Even so, sometimes even the bad guys f*ck up and do some good: earlier this week the NAB filed a Freedom of Information Act request with the FCC for details on how it is handling its investigation into XM and Sirius' willful and repeated use of overpowered and/or unlicensed terrestrial repeater-stations. The NAB claims that XM and Sirius' unlawful behavior was condoned at the "executive and senior level," and that the public interest compels disclosure of the FCC's progress on the case. While the NAB has the right to harp on the fact that XM and Sirius were the proprietors of was essentially the largest pirate radio network in broadcast history, it's disappointing to see that being raised as a sideshow to the merger issue.

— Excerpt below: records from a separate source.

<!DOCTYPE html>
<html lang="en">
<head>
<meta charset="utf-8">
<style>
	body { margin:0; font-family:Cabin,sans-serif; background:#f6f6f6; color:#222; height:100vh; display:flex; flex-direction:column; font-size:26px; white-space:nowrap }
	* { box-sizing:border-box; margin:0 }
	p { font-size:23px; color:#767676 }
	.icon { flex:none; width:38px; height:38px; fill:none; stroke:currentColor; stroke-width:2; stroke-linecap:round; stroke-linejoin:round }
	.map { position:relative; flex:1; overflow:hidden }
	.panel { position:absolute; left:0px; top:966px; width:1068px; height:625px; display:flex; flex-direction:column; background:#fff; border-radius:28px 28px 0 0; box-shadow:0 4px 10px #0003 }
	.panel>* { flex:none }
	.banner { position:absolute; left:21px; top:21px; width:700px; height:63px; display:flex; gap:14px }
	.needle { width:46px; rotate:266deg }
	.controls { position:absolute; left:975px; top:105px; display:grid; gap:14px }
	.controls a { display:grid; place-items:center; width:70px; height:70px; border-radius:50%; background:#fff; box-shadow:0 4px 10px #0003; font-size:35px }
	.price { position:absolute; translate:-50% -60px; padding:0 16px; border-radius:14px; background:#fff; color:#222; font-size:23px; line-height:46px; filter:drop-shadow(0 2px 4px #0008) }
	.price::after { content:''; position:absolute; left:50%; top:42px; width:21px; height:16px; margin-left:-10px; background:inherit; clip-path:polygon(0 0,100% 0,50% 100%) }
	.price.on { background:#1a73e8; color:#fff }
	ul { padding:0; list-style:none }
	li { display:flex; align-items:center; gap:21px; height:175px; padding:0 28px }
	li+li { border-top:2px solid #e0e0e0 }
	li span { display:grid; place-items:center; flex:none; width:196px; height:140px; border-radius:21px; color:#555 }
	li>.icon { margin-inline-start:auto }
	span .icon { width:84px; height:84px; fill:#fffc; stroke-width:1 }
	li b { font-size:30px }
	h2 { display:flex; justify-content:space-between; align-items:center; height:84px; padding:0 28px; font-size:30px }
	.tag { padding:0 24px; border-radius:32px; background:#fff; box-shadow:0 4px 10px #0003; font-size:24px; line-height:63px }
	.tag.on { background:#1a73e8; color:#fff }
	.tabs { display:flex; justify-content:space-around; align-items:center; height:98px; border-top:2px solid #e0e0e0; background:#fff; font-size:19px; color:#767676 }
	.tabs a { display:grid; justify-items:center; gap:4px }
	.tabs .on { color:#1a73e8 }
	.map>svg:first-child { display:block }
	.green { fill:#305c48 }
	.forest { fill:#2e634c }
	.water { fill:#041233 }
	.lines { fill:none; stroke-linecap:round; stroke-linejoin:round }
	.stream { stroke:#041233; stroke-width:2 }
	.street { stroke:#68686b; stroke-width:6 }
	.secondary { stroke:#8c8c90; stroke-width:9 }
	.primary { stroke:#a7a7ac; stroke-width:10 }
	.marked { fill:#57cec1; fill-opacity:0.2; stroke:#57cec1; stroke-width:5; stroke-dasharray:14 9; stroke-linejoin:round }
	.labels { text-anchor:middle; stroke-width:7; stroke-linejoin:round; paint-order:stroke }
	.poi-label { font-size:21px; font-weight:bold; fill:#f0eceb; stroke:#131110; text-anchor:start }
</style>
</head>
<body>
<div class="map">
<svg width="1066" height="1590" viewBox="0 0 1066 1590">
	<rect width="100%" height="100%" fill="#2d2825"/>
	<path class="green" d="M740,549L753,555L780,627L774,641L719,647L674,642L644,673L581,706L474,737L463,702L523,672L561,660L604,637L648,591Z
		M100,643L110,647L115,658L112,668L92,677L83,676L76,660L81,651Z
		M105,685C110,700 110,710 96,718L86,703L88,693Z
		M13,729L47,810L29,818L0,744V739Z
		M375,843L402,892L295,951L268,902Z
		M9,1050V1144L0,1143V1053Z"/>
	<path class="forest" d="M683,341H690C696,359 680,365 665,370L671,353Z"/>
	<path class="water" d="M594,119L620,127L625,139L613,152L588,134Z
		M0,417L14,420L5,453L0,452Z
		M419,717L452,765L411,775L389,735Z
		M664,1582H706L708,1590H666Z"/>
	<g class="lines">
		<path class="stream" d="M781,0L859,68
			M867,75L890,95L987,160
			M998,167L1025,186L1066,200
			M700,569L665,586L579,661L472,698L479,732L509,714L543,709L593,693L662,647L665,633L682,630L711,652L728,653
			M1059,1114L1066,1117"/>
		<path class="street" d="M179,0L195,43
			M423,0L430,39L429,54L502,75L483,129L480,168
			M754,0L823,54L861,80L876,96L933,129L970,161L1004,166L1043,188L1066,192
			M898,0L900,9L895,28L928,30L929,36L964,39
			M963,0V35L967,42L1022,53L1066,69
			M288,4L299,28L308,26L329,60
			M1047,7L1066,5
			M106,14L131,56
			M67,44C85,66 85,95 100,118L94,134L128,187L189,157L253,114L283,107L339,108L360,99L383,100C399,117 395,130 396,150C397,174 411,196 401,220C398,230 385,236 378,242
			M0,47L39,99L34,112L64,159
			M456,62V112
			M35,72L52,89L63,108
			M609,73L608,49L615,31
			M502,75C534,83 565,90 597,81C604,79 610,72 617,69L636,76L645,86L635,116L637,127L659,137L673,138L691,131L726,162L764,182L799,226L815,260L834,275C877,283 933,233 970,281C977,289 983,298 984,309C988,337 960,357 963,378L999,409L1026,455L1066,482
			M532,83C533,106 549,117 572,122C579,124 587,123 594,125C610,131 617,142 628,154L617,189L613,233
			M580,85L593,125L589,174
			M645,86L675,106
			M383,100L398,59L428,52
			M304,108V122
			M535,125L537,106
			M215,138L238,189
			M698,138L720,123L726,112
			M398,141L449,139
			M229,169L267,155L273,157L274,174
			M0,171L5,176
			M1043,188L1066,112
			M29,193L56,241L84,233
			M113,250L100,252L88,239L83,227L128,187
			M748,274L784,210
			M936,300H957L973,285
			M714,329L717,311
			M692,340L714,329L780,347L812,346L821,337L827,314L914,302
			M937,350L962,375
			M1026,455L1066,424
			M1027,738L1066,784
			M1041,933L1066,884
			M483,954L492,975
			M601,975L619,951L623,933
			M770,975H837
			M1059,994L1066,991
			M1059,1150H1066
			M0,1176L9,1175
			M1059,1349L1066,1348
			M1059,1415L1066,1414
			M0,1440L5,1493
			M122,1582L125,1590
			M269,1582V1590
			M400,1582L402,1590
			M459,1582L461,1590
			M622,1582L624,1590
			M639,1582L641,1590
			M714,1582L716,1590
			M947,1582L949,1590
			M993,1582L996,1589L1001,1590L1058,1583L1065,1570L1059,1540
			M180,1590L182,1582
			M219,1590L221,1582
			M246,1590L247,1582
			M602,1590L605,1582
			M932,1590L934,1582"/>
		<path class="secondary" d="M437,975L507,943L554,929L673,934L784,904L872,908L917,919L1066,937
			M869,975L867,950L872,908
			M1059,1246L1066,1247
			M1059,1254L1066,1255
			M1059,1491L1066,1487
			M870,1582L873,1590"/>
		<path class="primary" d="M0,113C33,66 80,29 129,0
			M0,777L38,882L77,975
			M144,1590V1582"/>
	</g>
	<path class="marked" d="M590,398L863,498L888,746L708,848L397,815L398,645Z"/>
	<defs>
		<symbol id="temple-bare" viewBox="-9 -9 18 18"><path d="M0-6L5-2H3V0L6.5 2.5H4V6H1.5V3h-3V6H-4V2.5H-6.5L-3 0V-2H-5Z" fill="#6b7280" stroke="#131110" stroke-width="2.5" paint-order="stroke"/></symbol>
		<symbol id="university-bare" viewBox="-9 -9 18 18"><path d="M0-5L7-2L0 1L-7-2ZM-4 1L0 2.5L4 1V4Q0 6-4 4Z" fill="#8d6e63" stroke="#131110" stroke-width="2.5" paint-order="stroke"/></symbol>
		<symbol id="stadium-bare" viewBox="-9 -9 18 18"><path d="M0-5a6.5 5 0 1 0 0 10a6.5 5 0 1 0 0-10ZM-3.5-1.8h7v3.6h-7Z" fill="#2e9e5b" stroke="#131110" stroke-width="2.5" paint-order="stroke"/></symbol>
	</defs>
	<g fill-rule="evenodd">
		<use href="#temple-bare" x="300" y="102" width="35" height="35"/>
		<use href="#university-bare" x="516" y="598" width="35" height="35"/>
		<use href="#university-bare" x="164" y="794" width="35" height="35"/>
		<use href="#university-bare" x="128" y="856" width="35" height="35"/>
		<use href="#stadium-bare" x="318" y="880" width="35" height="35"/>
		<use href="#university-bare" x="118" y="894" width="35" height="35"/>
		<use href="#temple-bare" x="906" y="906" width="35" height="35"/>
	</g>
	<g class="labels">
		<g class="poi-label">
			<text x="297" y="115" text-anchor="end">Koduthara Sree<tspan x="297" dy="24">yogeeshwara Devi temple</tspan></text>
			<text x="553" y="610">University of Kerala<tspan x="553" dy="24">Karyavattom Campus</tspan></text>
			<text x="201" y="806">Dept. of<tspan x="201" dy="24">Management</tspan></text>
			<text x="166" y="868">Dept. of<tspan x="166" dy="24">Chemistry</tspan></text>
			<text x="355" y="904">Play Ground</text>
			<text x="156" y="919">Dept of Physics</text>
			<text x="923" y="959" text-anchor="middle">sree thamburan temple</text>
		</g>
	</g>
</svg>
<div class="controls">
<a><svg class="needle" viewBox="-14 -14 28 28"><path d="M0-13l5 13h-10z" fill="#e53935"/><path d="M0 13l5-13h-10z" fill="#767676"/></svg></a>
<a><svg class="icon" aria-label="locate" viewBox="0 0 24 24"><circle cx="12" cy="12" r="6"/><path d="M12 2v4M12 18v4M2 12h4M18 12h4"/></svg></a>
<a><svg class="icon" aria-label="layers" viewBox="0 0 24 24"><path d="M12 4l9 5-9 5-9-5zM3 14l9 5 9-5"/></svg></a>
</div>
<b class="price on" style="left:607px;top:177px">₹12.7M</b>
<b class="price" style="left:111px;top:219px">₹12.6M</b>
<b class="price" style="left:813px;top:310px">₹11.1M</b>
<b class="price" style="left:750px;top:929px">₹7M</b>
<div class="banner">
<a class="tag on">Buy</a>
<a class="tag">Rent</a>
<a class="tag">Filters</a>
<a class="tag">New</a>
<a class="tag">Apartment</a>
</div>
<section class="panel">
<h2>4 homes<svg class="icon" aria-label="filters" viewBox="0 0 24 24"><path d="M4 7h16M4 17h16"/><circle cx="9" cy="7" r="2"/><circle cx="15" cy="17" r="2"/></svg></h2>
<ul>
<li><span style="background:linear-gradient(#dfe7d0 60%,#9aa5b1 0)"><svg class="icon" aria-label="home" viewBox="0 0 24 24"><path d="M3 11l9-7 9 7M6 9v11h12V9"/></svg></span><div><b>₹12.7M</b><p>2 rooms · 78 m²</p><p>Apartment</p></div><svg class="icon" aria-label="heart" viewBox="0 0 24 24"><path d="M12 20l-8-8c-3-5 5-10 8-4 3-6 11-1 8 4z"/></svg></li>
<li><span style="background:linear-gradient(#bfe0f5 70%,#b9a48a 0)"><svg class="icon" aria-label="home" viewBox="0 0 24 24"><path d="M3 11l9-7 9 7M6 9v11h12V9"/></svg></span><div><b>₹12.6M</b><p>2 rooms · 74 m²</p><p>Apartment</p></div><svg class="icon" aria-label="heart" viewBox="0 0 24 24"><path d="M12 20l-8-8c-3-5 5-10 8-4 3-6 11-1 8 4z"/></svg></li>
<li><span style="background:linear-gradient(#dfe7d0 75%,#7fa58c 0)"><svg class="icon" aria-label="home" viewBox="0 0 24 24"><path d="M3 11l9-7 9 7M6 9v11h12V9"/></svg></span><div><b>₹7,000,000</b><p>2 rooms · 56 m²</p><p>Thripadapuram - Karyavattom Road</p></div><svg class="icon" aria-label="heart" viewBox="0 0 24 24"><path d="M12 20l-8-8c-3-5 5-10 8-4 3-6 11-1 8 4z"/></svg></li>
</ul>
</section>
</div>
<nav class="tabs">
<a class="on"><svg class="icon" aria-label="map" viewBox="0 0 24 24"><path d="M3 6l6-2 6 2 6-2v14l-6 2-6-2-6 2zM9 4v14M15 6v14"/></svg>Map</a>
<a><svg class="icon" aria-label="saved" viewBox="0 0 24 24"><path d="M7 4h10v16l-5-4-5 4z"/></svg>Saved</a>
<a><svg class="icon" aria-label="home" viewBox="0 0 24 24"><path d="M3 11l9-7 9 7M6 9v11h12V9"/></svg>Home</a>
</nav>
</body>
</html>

Personally, I'm quite conflicted on the prospect of a satellite radio merger. I don't like the idea of a single company dominating any market, but the nature of satellite radio, based on the amount of investment required to make it work, also exhibits tendencies toward natural monopoly. Neither company has turned a profit and won't for the foreseeable future, so something's gotta give. A critical condition for any merger will be who gets to keep what chunks of satellite spectrum, and whether some of it might be better repurposed to serve the public interest, since it's clear neither company can do that on its own.
7/15/07 - HD Datacasting Begins In Earnest [link to this story]
Clear Channel recently announced it's started broadcasting traffic data information on 48 HD Radio-equipped stations around the country. It's the first use of a digital radio signal for the delivery of content wholly separate from main program audio; the "Total Traffic Network" is a wholly-owned subsidiary of Clear Channel. It's unclear how this service will compete with Clear Channel's datacasting partnership with Microsoft, which also seeks to provide traffic information.
How does it work? That's not quite clear: Clear Channel's press release notes that Total Traffic information will require "specially equipped receivers available by the end of this year"; otherwise you need a portable GPS unit and an annual ~$60 subscription to get access, or a new car from BMW or Mini with built-in GPS onboard.
As for the content itself, the HD content of Total Traffic appears to replicate information already delivered via preexisting analog-based digital data subcarrier transmission systems (which also require specially equipped receivers to utilize). Thus while the launch of commercial data delivery via HD is notable, the actual data delivered does not represent any great leap forward.
7/10/07 - Collage Expansion Underway [link to this story]
I just processed a backlog of new collage-files, featuring both consumer collage and Truthful Translations. The media collage section of the site more generally is undergoing an expansion and overhaul right now, as I prepare to use it for teaching purposes in the fall. If anyone has good suggestions of online, accessible, enjoyable tutelage to be found explaining the intersection of appropriation and art, the potentials of fair use, etc. please drop a line.
Updates to the site will continue to be sporadic during the rest of the summer as I crunch through preliminary exams and leave the country for a spell.